The Hidden Staircase
My Louvre by Antoine Compagnon

The Hidden Staircase
Apparently only the fire department has a complete knowledge of all the staircases in the Louvre. I’d like to see an article in Nature or Science comparing the hippocampus size of Louvre firefighters and London taxi drivers back when it used to take them four or five years to master the Knowledge, as their license is known (before Waze and Uber). I like this narrow spiral staircase that, in a southeast corner of the Sully wing, rises from the Egyptian antiquities to the nineteenth-century French painters, a strange short-circuit through floors and millennia.
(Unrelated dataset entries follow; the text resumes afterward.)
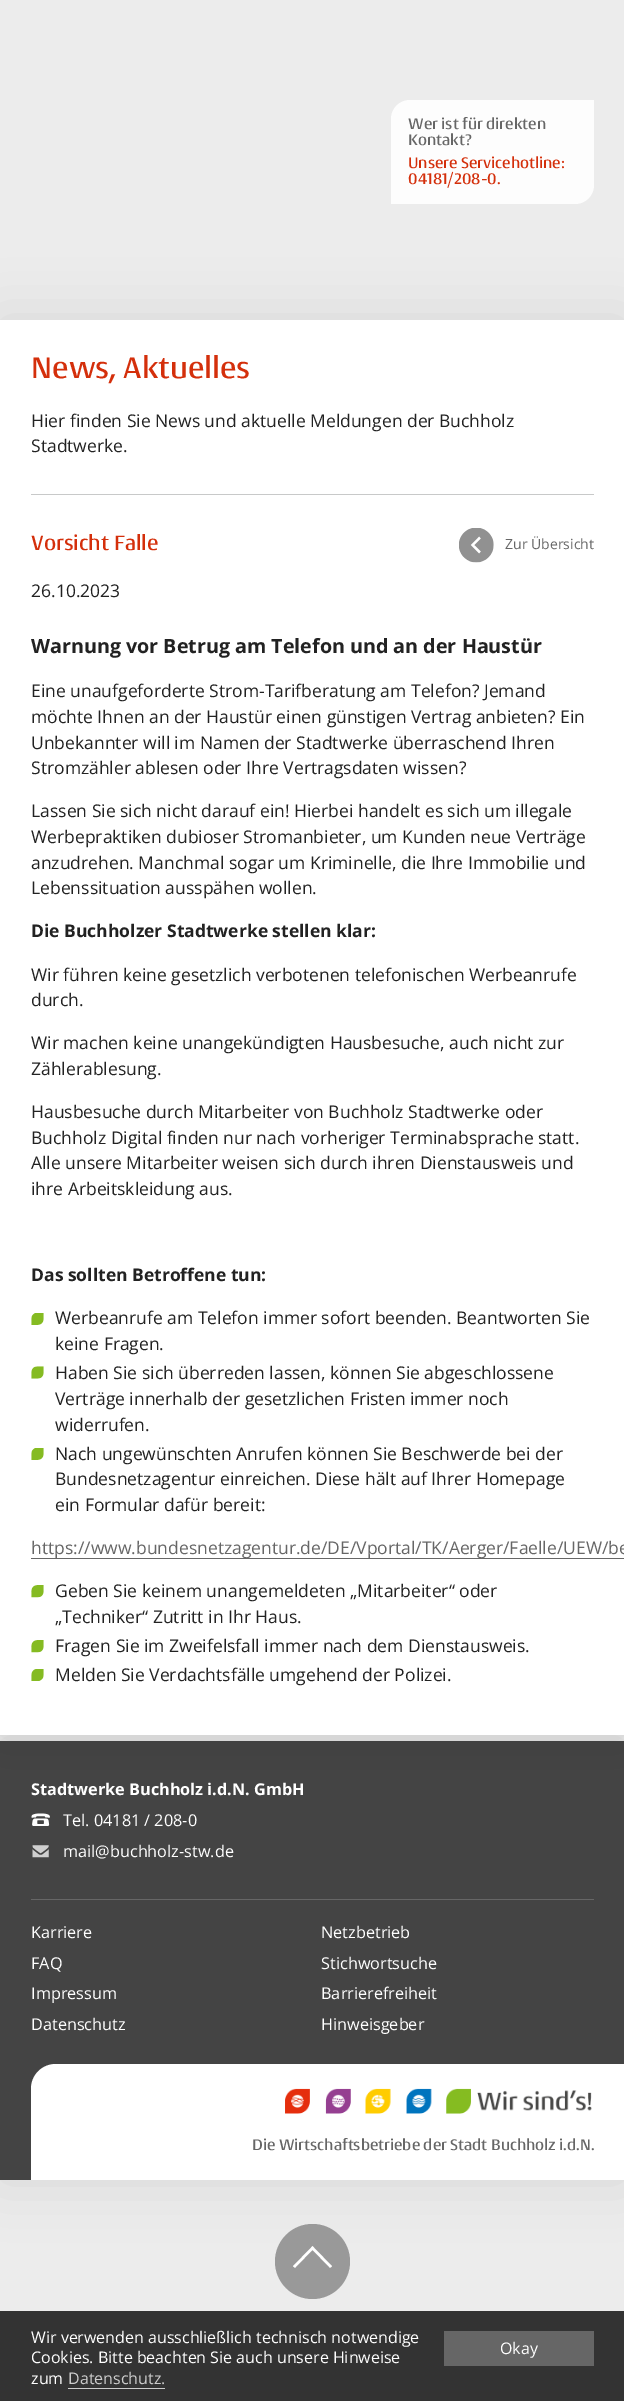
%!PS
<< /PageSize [624 2401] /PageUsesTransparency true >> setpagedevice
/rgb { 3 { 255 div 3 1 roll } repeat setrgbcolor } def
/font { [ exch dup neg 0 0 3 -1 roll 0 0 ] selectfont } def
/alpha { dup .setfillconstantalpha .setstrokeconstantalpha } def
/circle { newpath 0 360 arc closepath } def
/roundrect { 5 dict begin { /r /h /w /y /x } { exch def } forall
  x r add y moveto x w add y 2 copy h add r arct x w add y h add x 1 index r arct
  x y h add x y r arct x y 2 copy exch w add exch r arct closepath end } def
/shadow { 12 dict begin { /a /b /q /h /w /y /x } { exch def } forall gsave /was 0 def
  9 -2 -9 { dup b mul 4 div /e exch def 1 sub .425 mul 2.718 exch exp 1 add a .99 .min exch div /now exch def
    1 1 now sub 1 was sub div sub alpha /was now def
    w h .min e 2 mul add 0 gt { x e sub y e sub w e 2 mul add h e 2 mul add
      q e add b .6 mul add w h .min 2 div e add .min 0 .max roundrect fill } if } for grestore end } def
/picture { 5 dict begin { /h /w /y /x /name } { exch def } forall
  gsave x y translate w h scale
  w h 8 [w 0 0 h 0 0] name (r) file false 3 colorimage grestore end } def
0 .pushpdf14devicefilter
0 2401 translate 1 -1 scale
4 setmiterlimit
236 236 236 rgb
0 0 624 2401 rectfill
253 253 253 rgb
410 100 moveto 594 100 lineto 594 185 lineto 594 195.5 585.5 204 575 204 curveto 391 204 lineto 391 119 lineto 391 108.5 399.5 100 410 100 curveto closepath fill
0 0 0 rgb
0 1741 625 439 0 28 0.08 shadow
68 68 68 rgb
0 1741 624 439 rectfill
(img/6.rgb) 31 1813 19 13 picture
0 0 0 rgb
0 320 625 1415 0 28 0.08 shadow
255 255 255 rgb
0 320 624 1415 rectfill
200 201 201 rgb
31 494 563 1 rectfill
(img/1.rgb) 31 1313 13 12 picture
(img/2.rgb) 31 1366 13 13 picture
(img/1.rgb) 31 1448 13 12 picture
102 102 102 rgb
31 1558 593 1 rectfill
(img/3.rgb) 31 1585 13 13 picture
(img/3.rgb) 31 1640 13 13 picture
(img/4.rgb) 31 1669 13 12 picture
(img/5.rgb) 459 528 35 35 picture
(img/7.rgb) 32 1845 17 13 picture
31 1899 563 1 rectfill
255 255 255 rgb
56 2064 moveto 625 2064 lineto 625 2180 lineto 31 2180 lineto 31 2089 lineto 31 2075 42 2064 56 2064 curveto closepath fill
(img/8.rgb) 285 2088 25 26 picture
(img/9.rgb) 325 2088 26 26 picture
(img/10.rgb) 365 2088 26 26 picture
(img/11.rgb) 406 2088 26 26 picture
(img/12.rgb) 446 2088 146 26 picture
153 153 153 rgb
312.5 2261.5 37.5 circle fill
255 255 255 rgb
2.5 setlinewidth
331 2267 moveto 312.5 2248 lineto 294 2267 lineto stroke
[
  [0 2311 624 90 51 51 51]
  [68 2388 97 1 204 204 204]
  [444 2331 150 35 102 102 102]
] { aload pop rgb rectfill } forall
/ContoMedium-Medium 16.25 font
408 129 moveto (Wer ist für direkten) show
408 145 moveto (Kontakt?) show
212 47 11 rgb
408 168 moveto (Unsere Servicehotline:) show
408 184 moveto (04181/208-0.) show
/ContoMedium-Medium 31.5 font
31 378 moveto (News, Aktuelles) show
/OpenSans-Regular 17.5 font
34 34 34 rgb
31 427 moveto (Hier finden Sie News und aktuelle Meldungen der Buchholz) show
31 452 moveto (Stadtwerke.) show
/ContoMedium-Medium 22 font
212 47 11 rgb
31 550 moveto (Vorsicht Falle) show
/OpenSans-Regular 17.5 font
34 34 34 rgb
31 597 moveto (26.10.2023) show
/OpenSans-Bold 19.7 font
31 653 moveto (Warnung vor Betrug am Telefon und an der Haustür) show
/OpenSans-Regular 17.5 font
[
  [(Eine unaufgeforderte Strom-Tarifberatung am Telefon? Jemand) 31 697]
  [(möchte Ihnen an der Haustür einen günstigen Vertrag anbieten? Ein) 31 723]
  [(Unbekannter will im Namen der Stadtwerke überraschend Ihren) 31 749]
  [(Stromzähler ablesen oder Ihre Vertragsdaten wissen?) 31 774]
  [(Lassen Sie sich nicht darauf ein! Hierbei handelt es sich um illegale) 31 817]
  [(Werbepraktiken dubioser Stromanbieter, um Kunden neue Verträge) 31 843]
  [(anzudrehen. Manchmal sogar um Kriminelle, die Ihre Immobilie und) 31 869]
  [(Lebenssituation ausspähen wollen.) 31 894]
] { aload pop moveto show } forall
/OpenSans-Bold 17.5 font
31 937 moveto (Die Buchholzer Stadtwerke stellen klar:) show
/OpenSans-Regular 17.5 font
[
  [(Wir führen keine gesetzlich verbotenen telefonischen Werbeanrufe) 31 981]
  [(durch.) 31 1006]
  [(Wir machen keine unangekündigten Hausbesuche, auch nicht zur) 31 1049]
  [(Zählerablesung.) 31 1075]
  [(Hausbesuche durch Mitarbeiter von Buchholz Stadtwerke oder) 31 1118]
  [(Buchholz Digital finden nur nach vorheriger Terminabsprache statt.) 31 1144]
  [(Alle unsere Mitarbeiter weisen sich durch ihren Dienstausweis und) 31 1169]
  [(ihre Arbeitskleidung aus.) 31 1195]
] { aload pop moveto show } forall
/OpenSans-Bold 17.5 font
31 1281 moveto (Das sollten Betroffene tun:) show
/OpenSans-Regular 17.5 font
[
  [(Werbeanrufe am Telefon immer sofort beenden. Beantworten Sie) 55 1324]
  [(keine Fragen.) 55 1350]
  [(Haben Sie sich überreden lassen, können Sie abgeschlossene) 55 1379]
  [(Verträge innerhalb der gesetzlichen Fristen immer noch) 55 1405]
  [(widerrufen.) 55 1431]
  [(Nach ungewünschten Anrufen können Sie Beschwerde bei der) 55 1460]
  [(Bundesnetzagentur einreichen. Diese hält auf Ihrer Homepage) 55 1485]
  [(ein Formular dafür bereit:) 55 1511]
] { aload pop moveto show } forall
102 102 102 rgb
31 1554 moveto (https://www.bundesnetzagentur.de/DE/Vportal/TK/Aerger/Faelle/UEW/be) show
34 34 34 rgb
[
  [(Geben Sie keinem unangemeldeten „Mitarbeiter“ oder) 55 1597]
  [(„Techniker“ Zutritt in Ihr Haus.) 55 1623]
  [(Fragen Sie im Zweifelsfall immer nach dem Dienstausweis.) 55 1652]
  [(Melden Sie Verdachtsfälle umgehend der Polizei.) 55 1681]
] { aload pop moveto show } forall
/OpenSans-Regular 14 font
102 102 102 rgb
505 549 moveto (Zur Übersicht) show
/OpenSans-Bold 16.25 font
255 255 255 rgb
31 1795 moveto (Stadtwerke Buchholz i.d.N. GmbH) show
/OpenSans-Regular 16.25 font
[
  [(Tel. 04181 / 208-0) 63 1826]
  [(mail@buchholz-stw.de) 63 1857]
  [(Karriere) 31 1938]
  [(Netzbetrieb) 321 1938]
  [(FAQ) 31 1969]
  [(Stichwortsuche) 321 1969]
  [(Impressum) 31 1999]
  [(Barrierefreiheit) 321 1999]
  [(Datenschutz) 31 2030]
  [(Hinweisgeber) 321 2030]
] { aload pop moveto show } forall
/ContoMedium-Medium 16.25 font
102 102 102 rgb
252 2150 moveto (Die Wirtschaftsbetriebe der Stadt Buchholz i.d.N.) show
/OpenSans-Regular 16 font
255 255 255 rgb
[
  [(Wir verwenden ausschließlich technisch notwendige) 31 2343]
  [(Cookies. Bitte beachten Sie auch unsere Hinweise) 31 2363]
  [(zum) 31 2384]
] { aload pop moveto show } forall
204 204 204 rgb
68 2384 moveto (Datenschutz.) show
255 255 255 rgb
500 2354 moveto (Okay) show
.poppdf14devicefilter showpage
I never miss the occasion to take these discreet stairs where I feel at home because, first, they are modestly situated at the exact opposite of the velvety (and dusty) appartements of Napoleon III and, second, they lead on from the majestic Escalier du Midi that runs from the ground floor to the second floor at the corner of the colonnade. My spiral staircase (known as the “Escalier du Chien” in memory of the Egyptian dog that was once exhibited at its base) looks like a set of backstairs where one might expect to find obscene graffiti. Best of all, it opens directly onto Hubert Robert’s Grande Galerie in Ruins (Sully, room 932). One thus enters behind-the-scenes of the palace. But today, Monday, my staircase is closed.